BEGIN

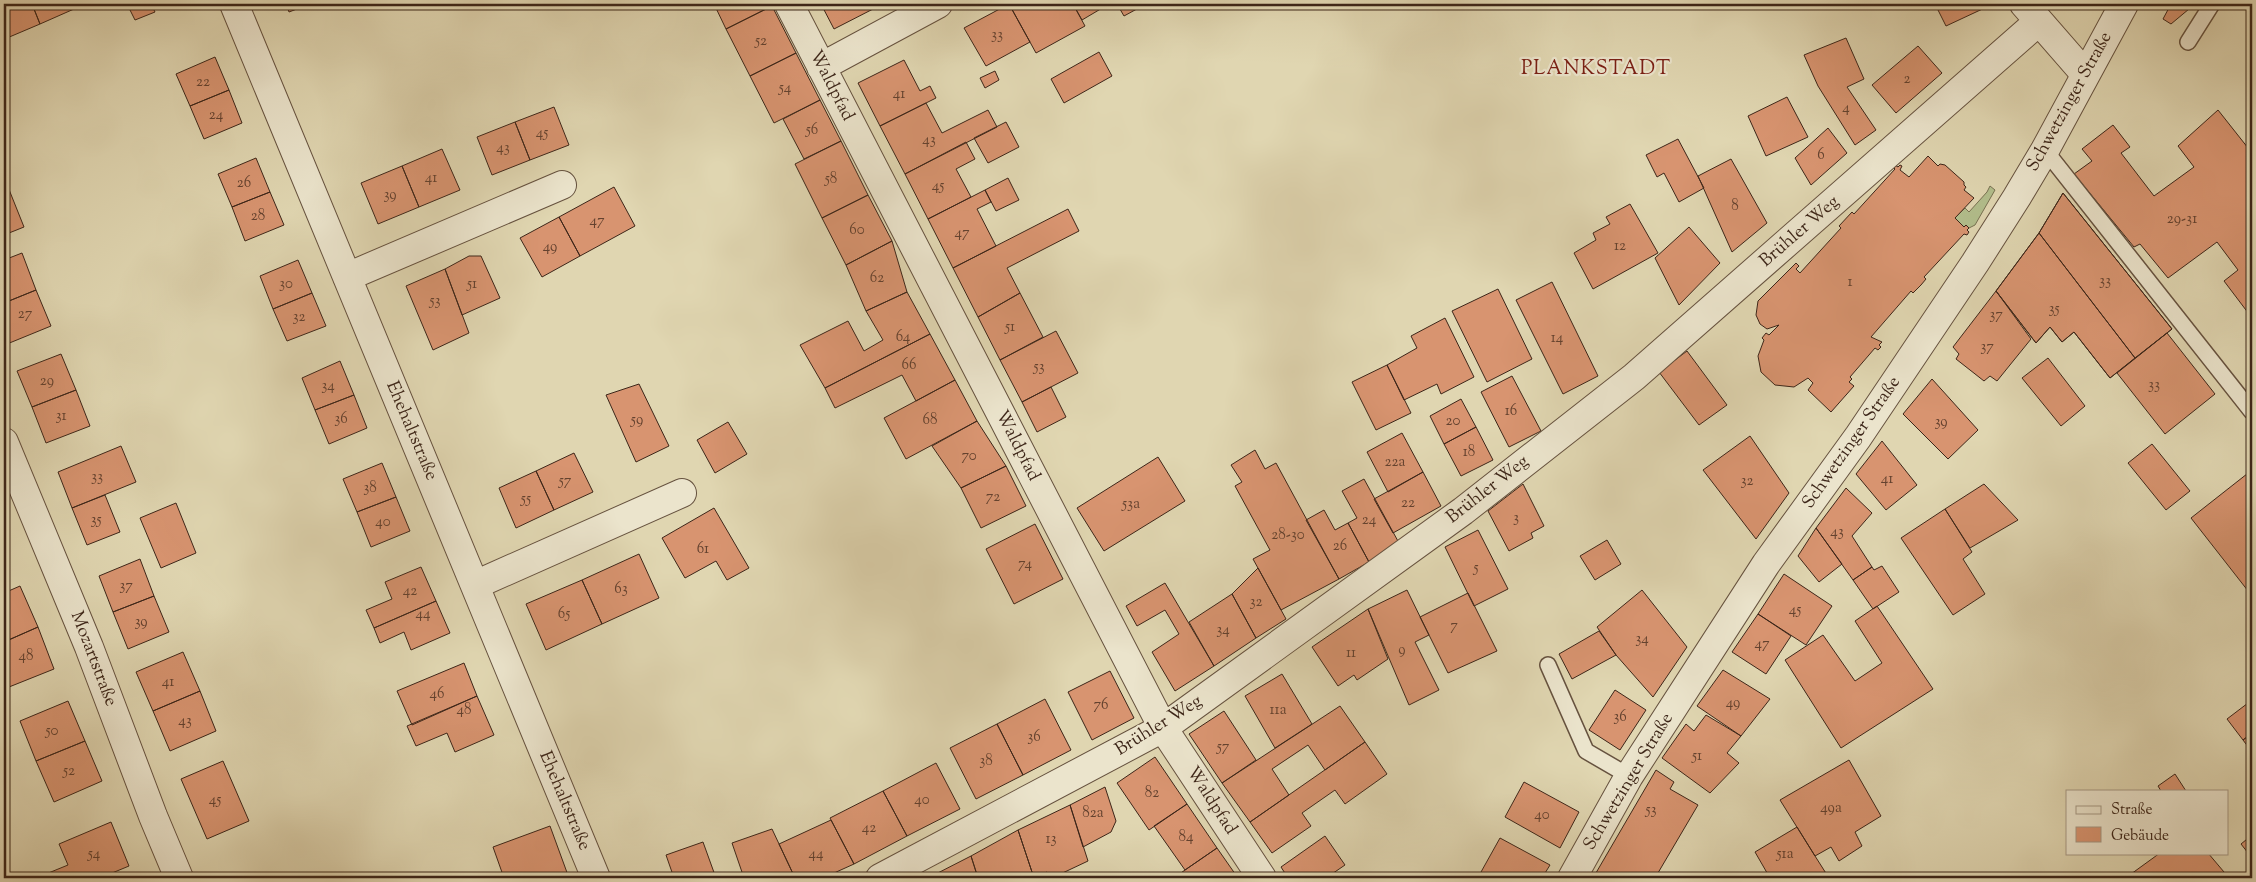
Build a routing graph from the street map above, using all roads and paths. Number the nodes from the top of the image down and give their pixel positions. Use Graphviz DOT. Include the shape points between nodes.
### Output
graph roads {
  1 [pos="234,4"];
  2 [pos="789,4"];
  3 [pos="938,4"];
  4 [pos="2124,4"];
  5 [pos="2212,4"];
  6 [pos="2031,13"];
  7 [pos="2188,42"];
  8 [pos="821,66"];
  9 [pos="2085,74"];
  10 [pos="2045,150"];
  11 [pos="562,184"];
  12 [pos="347,277"];
  13 [pos="2252,412"];
  14 [pos="4,442"];
  15 [pos="682,492"];
  16 [pos="475,585"];
  17 [pos="1548,665"];
  18 [pos="1162,728"];
  19 [pos="1629,776"];
  20 [pos="179,878"];
  21 [pos="596,878"];
  22 [pos="880,878"];
  23 [pos="1262,878"];
  24 [pos="1572,878"];
  1 -- 12 [label="street, Ehehaltstraße"];
  2 -- 8 [label="street, Waldpfad"];
  3 -- 8 [label="street"];
  4 -- 9 [label="street, Schwetzinger Straße"];
  5 -- 7 [label="lane"];
  6 -- 9 [label="street"];
  6 -- 18 [label="street, Brühler Weg" via="1634,377 1463,511"];
  8 -- 18 [label="street, Waldpfad"];
  9 -- 10 [label="street, Schwetzinger Straße"];
  10 -- 13 [label="lane"];
  10 -- 19 [label="street, Schwetzinger Straße" via="1975,262 1858,437 1766,564"];
  11 -- 12 [label="street"];
  12 -- 16 [label="street, Ehehaltstraße"];
  14 -- 20 [label="street, Mozartstraße" via="89,647"];
  15 -- 16 [label="street"];
  16 -- 21 [label="street, Ehehaltstraße"];
  17 -- 19 [label="lane" via="1586,751"];
  18 -- 22 [label="street, Brühler Weg"];
  18 -- 23 [label="street, Waldpfad"];
  19 -- 24 [label="street, Schwetzinger Straße"];
}
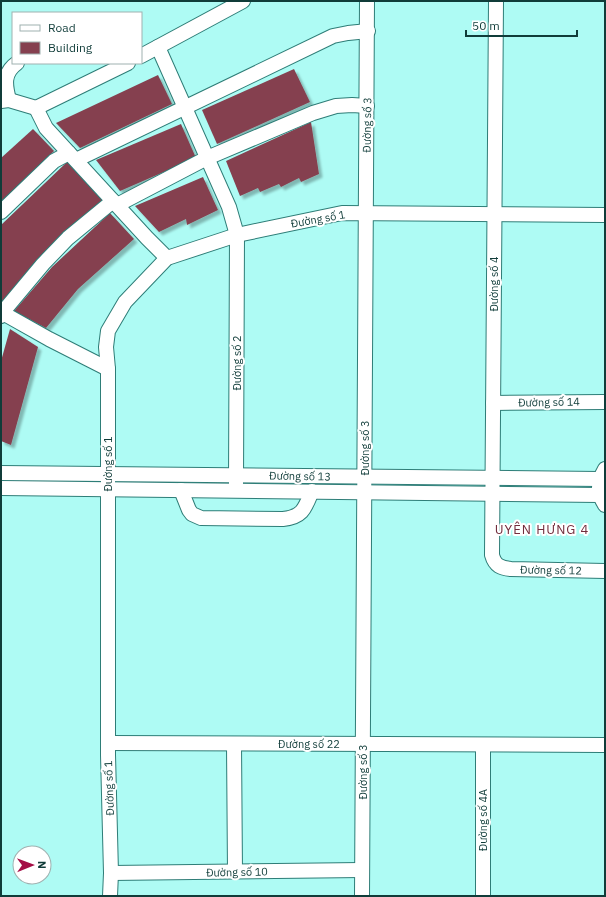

END

Exercise requirements: Search the listing above for the string "lane" and return each line it appears on.

Task response:
  5 -- 7 [label="lane"];
  10 -- 13 [label="lane"];
  17 -- 19 [label="lane" via="1586,751"];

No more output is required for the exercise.